The Coalition’s pledge comes as Victoria’s peak farming body last week launched a campaign to encourage regional drivers to document and report potholes and road hazards.
Victorian Farmers Federation president Ryan Milgate said the reports would help demonstrate the scale of the state’s decaying roads, which he described as “the worst they have ever been”.
“Many are literally falling apart and some are straight-up death traps,” Milgate said.
Earlier this month, police were forced to close off a lane on the Hume Freeway north of Seymour after a large pothole caused serious tyre damage to a string of cars.
The City of Whittlesea, which takes in the suburbs of Epping, Mernda and Whittlesea, has also identified more than 1000 defects across its state-owned road network alone, blaming the Department of Transport and Planning for the deteriorating conditions.

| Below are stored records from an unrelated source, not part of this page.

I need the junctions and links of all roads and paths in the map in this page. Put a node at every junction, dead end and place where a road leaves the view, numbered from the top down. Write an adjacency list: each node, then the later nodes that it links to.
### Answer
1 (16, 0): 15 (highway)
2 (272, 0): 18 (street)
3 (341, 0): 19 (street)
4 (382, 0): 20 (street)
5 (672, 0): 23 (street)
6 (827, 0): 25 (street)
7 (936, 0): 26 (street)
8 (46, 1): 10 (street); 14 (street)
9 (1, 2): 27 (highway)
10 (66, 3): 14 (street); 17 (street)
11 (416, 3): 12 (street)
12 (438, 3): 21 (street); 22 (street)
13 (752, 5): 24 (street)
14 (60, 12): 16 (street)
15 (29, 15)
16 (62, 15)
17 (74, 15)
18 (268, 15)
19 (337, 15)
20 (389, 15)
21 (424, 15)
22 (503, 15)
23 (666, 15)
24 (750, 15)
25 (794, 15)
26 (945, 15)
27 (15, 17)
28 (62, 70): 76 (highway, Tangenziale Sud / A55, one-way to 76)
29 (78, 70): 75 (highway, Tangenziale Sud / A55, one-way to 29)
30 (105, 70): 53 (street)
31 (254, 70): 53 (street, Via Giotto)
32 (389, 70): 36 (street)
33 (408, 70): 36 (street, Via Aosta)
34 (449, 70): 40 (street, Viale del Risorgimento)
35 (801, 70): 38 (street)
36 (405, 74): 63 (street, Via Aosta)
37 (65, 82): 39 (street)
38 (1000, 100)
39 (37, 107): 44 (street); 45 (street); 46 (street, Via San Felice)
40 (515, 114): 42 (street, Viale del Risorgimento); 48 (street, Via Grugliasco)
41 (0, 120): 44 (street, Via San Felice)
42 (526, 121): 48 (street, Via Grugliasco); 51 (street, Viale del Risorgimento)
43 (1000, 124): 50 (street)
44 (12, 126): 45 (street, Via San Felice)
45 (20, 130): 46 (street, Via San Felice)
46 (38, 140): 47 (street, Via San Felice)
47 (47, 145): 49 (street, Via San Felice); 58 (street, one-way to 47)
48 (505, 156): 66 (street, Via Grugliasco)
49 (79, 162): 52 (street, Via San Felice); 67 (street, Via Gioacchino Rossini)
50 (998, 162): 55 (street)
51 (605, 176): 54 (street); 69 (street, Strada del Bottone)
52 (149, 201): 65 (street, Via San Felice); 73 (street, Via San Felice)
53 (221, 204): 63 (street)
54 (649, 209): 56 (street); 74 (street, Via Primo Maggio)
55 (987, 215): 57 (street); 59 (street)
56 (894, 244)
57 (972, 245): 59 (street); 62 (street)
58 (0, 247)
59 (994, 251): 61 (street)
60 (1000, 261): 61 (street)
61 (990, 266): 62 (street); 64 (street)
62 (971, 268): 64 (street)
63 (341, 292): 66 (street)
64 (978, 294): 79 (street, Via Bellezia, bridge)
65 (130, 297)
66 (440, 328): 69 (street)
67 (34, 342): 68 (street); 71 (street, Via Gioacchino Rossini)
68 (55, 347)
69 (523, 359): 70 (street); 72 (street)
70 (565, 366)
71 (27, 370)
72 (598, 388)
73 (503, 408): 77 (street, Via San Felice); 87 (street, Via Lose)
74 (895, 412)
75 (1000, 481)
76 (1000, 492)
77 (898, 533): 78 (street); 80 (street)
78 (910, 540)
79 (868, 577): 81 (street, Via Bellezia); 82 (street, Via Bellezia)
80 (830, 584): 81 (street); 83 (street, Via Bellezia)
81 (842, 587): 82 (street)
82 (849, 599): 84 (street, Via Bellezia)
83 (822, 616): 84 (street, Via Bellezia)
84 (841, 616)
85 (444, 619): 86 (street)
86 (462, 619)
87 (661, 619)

As part of the Coalition’s election promise, it will also demand more accountability from the department and contractors through a review of construction standards and maintenance contracts.
O’Brien, who is also shadow minister for roads and road safety, last week stopped to help a P-plater who suffered tyre damage after hitting a pothole on the Goulburn Valley Highway. He said the state’s roads had become “goat tracks”.
“Victorians are fed-up with half-hearted patch-up jobs that quickly fall apart,” O’Brien said.
He said regional areas received less than 12 per cent of infrastructure spending, despite making up 25 per cent of the state’s population.
The Coalition’s pledge comes a day after the Allan government unveiled its plan to crack down on unlicensed used-car traders and odometer tampering after research revealed almost one in three sampled used cars advertised online had their odometers wound back by at least 25,000 kilometres.